Structural features of the lysosomal hydrolase mannose 6-phosphate uncovering enzyme.

The uncovering enzyme (UCE) removes N-acetylglucosamine from lysosomal enzymes to uncover the mannose 6-phosphate (Man-6-P) determinant necessary for targeting these enzymes to lysosomes. Failure to create the Man-6-P determinant is one cause of lysosomal storage diseases. Despite its medical importance, little structural information about UCE is available. In this report we have developed a model for the membrane proximal portion of the lumenal domain of UCE based on the structure of the EFG-3 and -4 domains of the extracellular segment of the beta chain of integrin alpha Vbeta 3. In this model the EGF-like domains of UCE (residues 285-345) are predicted to form a rod-shaped stalk region, similar to the stem region in Golgi glycosyltransferases. This stalk causes the proposed catalytic domain (residues 1-277) to be extended away from the Golgi membrane.
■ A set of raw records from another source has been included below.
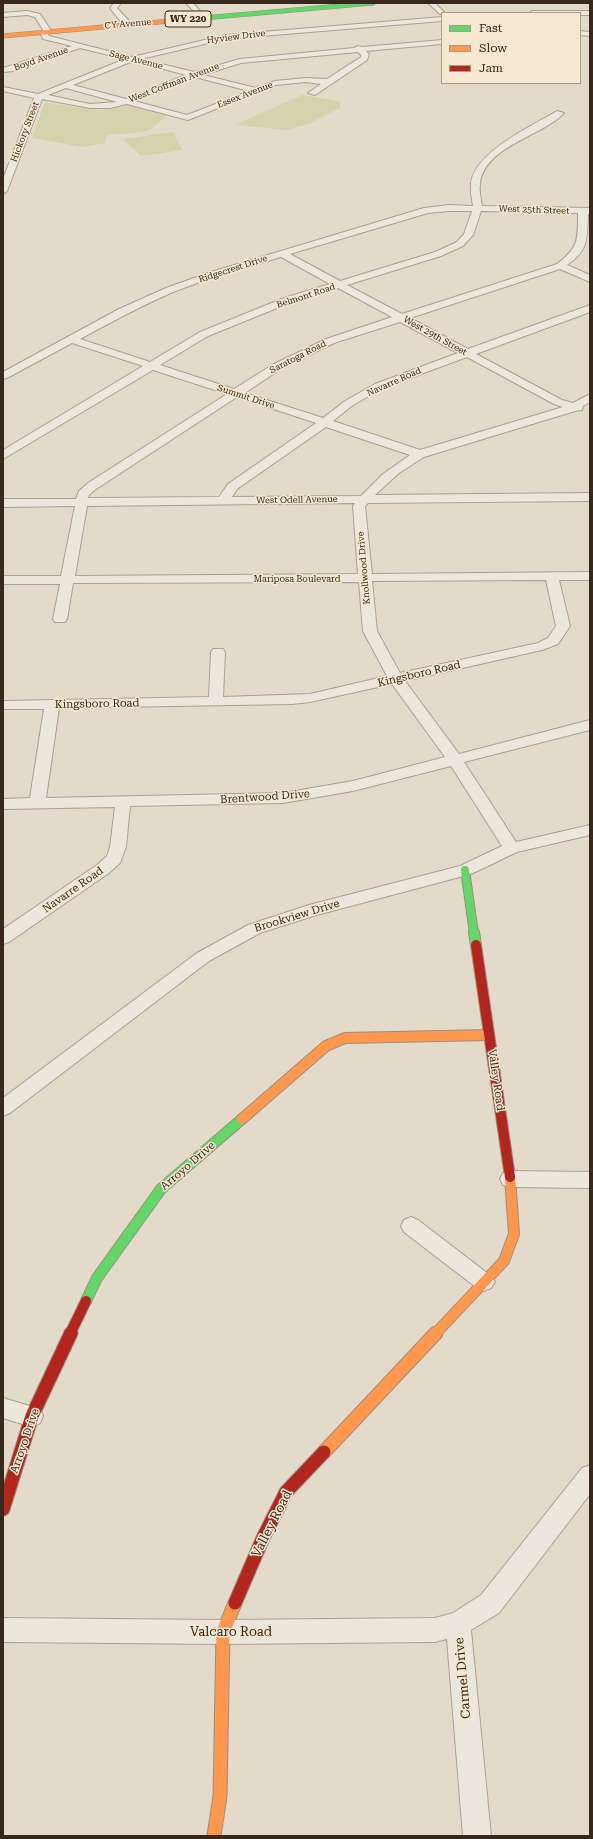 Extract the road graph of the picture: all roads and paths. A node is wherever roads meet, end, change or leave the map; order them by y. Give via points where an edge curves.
1 (118, 3) edge
2 (189, 3) edge
3 (373, 3) edge
4 (432, 3) edge
5 (441, 12) edge
6 (3, 15) edge
7 (203, 18) junction
8 (441, 19) edge
9 (127, 24) junction
10 (46, 32) junction
11 (3, 36) edge
12 (441, 42) edge
13 (79, 46) junction
14 (358, 48) junction
15 (132, 59) junction
16 (3, 70) edge
17 (193, 75) junction
18 (329, 82) junction
19 (67, 86) junction
20 (3, 89) edge
21 (255, 90) junction
22 (312, 93) dead end
23 (39, 96) junction
24 (126, 102) junction
25 (560, 113) dead end
26 (6, 175) edge
27 (3, 191) edge
28 (478, 208) junction
29 (586, 211) edge
30 (282, 254) junction
31 (560, 266) junction
32 (590, 279) edge
33 (339, 285) junction
34 (590, 308) edge
35 (401, 318) junction
36 (71, 339) junction
37 (466, 353) junction
38 (151, 366) junction
39 (3, 376) edge
40 (235, 393) junction
41 (590, 397) edge
42 (574, 407) junction
43 (590, 410) edge
44 (325, 422) junction
45 (3, 454) edge
46 (420, 454) junction
47 (590, 496) edge
48 (364, 499) junction
49 (223, 501) junction
50 (82, 502) junction
51 (3, 503) edge
52 (590, 576) edge
53 (552, 577) junction
54 (366, 578) junction
55 (3, 580) edge
56 (68, 580) junction
57 (60, 620) dead end
58 (218, 652) dead end
59 (396, 679) junction
60 (216, 702) junction
61 (52, 704) junction
62 (3, 705) edge
63 (590, 725) edge
64 (455, 760) junction
65 (123, 802) junction
66 (3, 804) edge
67 (37, 804) junction
68 (590, 830) edge
69 (512, 848) junction
70 (465, 870) junction
71 (3, 938) edge
72 (490, 1035) junction
73 (3, 1108) edge
74 (510, 1179) junction
75 (590, 1180) edge
76 (411, 1226) dead end
77 (484, 1282) junction
78 (3, 1408) edge
79 (32, 1416) junction
80 (590, 1476) edge
81 (3, 1509) edge
82 (458, 1624) junction
83 (3, 1630) edge
84 (223, 1632) junction
85 (214, 1836) edge
86 (476, 1836) edge

1 - 9 street via 113,8
2 - 7 street
3 - 7 street, CY Avenue / WY 220
4 - 5 street
6 - 10 street via 38,15
7 - 9 street, CY Avenue / WY 220
8 - 15 street, Hyview Drive via 226,37 170,48
9 - 10 street, CY Avenue / WY 220
10 - 11 street, CY Avenue / WY 220
10 - 13 street, Sage Avenue via 46,36
12 - 14 street, West Coffman Avenue
13 - 15 street, Sage Avenue
13 - 16 street, Boyd Avenue
14 - 17 street, West Coffman Avenue via 240,61
14 - 18 street via 365,54 364,58
15 - 17 street, Sage Avenue
15 - 19 street, Hyview Drive
17 - 21 street, Sage Avenue
17 - 24 street, West Coffman Avenue
18 - 21 street, Essex Avenue via 294,80
18 - 22 street
19 - 23 street, Hyview Drive
19 - 24 street
20 - 23 street, West Coffman Avenue
21 - 24 street, Essex Avenue via 188,118
23 - 24 street, West Coffman Avenue via 90,106 110,106
23 - 26 street, Hickory Street
25 - 28 street, Belmont Road via 494,154 481,169 475,184
26 - 27 street, Hickory Street
28 - 29 street, West 25th Street
28 - 30 street, Ridgecrest Drive via 427,210
28 - 33 street, Belmont Road via 468,235 460,244 438,254
29 - 31 street, Saratoga Road via 582,246 576,255
30 - 33 street, West 29th Street
30 - 36 street, Ridgecrest Drive via 170,290 123,311
31 - 32 street
31 - 35 street, Saratoga Road
33 - 35 street, West 29th Street
33 - 38 street, Belmont Road via 288,300 204,334
34 - 37 street, Navarre Road
35 - 37 street, West 29th Street
35 - 40 street, Saratoga Road via 330,341 278,366
36 - 38 street, Summit Drive
36 - 39 street, Ridgecrest Drive
37 - 42 street, West 29th Street via 558,402
37 - 44 street, Navarre Road via 379,386 349,403
38 - 40 street, Summit Drive
38 - 45 street, Belmont Road
40 - 44 street, Summit Drive
40 - 50 street, Saratoga Road via 92,486 83,494
41 - 42 street
42 - 43 street, West 29th Street
42 - 46 street
44 - 46 street, Summit Drive
44 - 49 street, Navarre Road via 232,487
46 - 48 street via 411,458
47 - 48 street, West Odell Avenue
48 - 49 street, West Odell Avenue
48 - 54 street, Knollwood Drive via 359,506
49 - 50 street, West Odell Avenue
50 - 51 street, West Odell Avenue
50 - 56 street, Saratoga Road
52 - 53 street, Mariposa Boulevard
53 - 54 street, Mariposa Boulevard
53 - 59 street, Kingsboro Road via 563,626 553,641 542,646
54 - 56 street, Mariposa Boulevard
54 - 59 street, Knollwood Drive via 370,631
55 - 56 street, Mariposa Boulevard
56 - 57 street, Saratoga Road
58 - 60 street
59 - 60 street, Kingsboro Road via 310,698
59 - 64 street, Knollwood Drive
60 - 61 street, Kingsboro Road
61 - 62 street, Kingsboro Road
61 - 67 street
63 - 64 street, Brentwood Drive
64 - 65 street, Brentwood Drive via 318,793 283,798
64 - 69 street, Knollwood Drive
65 - 67 street, Brentwood Drive
65 - 71 street, Navarre Road via 118,847 114,859
66 - 67 street, Brentwood Drive
68 - 69 street, Brookview Drive
69 - 70 street, Brookview Drive
70 - 72 street, Valley Road
70 - 73 street, Brookview Drive via 254,928 203,957
72 - 74 street, Valley Road
72 - 79 street, Arroyo Drive via 345,1038 326,1046 161,1189 97,1278
74 - 75 street
74 - 77 street, Valley Road via 514,1234 504,1261
76 - 77 street
77 - 84 street, Valley Road via 286,1492 263,1538
78 - 79 street
79 - 81 street, Arroyo Drive
80 - 82 street, Carmel Drive via 490,1604
82 - 84 street, Valcaro Road via 435,1630
82 - 86 street, Carmel Drive
83 - 84 street, Valcaro Road
84 - 85 street, Valley Road via 220,1796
A portion of the proposed catalytic domain (residues 85-256) resides in Cluster of Orthologous Group (COG) 4632 with four bacterial proteins but is not homologous to any known eukaryotic proteins. Thus, UCE may have evolved from the fusion of a unique catalytic domain with a common EGF-like stalk domain. We have determined by mass spectrometry that the four disulfide bonds of the proposed catalytic domain are located between Cys(2)-Cys(172), Cys(66)-Cys(99), Cys(83)-Cys(274), and Cys(258)-Cys(265). Finally, we determined that four of the six potential N-linked glycosylation sites are glycosylated (Asn 159, Asn 165, Asn 247, and Asn 317) in COS cells.